* **Extracted data entries**

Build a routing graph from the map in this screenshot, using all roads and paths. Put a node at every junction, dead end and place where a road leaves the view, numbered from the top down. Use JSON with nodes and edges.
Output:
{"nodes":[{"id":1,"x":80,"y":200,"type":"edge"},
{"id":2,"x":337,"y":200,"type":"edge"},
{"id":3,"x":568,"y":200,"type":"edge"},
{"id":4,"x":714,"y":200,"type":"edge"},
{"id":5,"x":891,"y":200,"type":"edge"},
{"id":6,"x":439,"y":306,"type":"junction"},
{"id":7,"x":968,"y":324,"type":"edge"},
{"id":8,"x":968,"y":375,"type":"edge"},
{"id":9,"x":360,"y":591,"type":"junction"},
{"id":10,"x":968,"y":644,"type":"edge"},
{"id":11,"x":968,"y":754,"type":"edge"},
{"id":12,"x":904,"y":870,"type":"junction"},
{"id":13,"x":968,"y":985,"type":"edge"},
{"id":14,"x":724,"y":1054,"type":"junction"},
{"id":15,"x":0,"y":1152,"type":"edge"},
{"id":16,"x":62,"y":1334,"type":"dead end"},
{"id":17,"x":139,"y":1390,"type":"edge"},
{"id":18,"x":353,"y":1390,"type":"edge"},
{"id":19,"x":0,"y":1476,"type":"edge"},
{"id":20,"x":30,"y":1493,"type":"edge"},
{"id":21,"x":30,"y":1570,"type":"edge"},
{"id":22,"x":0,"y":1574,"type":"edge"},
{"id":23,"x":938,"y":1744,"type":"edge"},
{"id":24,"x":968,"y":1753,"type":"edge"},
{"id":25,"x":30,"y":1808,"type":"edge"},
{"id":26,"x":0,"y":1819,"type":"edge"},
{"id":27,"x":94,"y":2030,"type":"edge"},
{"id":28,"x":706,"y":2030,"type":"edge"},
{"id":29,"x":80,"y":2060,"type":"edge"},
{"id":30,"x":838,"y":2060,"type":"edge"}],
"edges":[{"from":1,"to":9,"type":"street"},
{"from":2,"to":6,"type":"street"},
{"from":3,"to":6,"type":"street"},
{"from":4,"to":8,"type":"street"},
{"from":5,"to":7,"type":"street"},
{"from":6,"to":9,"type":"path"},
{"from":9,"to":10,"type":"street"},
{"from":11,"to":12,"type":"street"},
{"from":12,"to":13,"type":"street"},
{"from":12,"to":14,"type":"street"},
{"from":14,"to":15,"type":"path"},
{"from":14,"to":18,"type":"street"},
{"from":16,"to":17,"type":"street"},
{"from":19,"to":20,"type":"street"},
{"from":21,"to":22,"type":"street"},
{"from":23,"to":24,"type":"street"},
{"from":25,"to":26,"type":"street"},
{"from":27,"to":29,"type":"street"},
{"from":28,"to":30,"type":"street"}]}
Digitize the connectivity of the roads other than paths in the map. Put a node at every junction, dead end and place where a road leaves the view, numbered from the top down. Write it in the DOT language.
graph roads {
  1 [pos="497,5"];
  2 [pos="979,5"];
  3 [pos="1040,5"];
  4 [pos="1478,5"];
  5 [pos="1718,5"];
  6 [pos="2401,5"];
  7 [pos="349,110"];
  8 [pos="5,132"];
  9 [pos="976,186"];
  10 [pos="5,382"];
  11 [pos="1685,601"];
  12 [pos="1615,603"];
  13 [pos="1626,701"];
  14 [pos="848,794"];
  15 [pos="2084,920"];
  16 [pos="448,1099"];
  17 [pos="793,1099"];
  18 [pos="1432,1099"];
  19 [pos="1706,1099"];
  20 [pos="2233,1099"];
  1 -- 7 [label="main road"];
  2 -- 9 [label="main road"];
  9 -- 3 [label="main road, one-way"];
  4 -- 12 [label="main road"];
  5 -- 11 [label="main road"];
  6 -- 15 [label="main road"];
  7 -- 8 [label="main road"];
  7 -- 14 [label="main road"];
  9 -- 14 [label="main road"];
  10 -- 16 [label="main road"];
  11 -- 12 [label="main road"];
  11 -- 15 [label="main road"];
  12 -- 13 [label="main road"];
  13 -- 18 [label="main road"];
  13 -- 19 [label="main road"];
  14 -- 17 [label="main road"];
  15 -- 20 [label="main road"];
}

* **Directions for this task**
If a line of the entries holds the word "junction", copy it out.

* **Completed exercise**
Build a routing graph from the map in this screenshot, using all roads and paths. Put a node at every junction, dead end and place where a road leaves the view, numbered from the top down. Use JSON with nodes and edges.
{"id":6,"x":439,"y":306,"type":"junction"},
{"id":9,"x":360,"y":591,"type":"junction"},
{"id":12,"x":904,"y":870,"type":"junction"},
{"id":14,"x":724,"y":1054,"type":"junction"},
Digitize the connectivity of the roads other than paths in the map. Put a node at every junction, dead end and place where a road leaves the view, numbered from the top down. Write it in the DOT language.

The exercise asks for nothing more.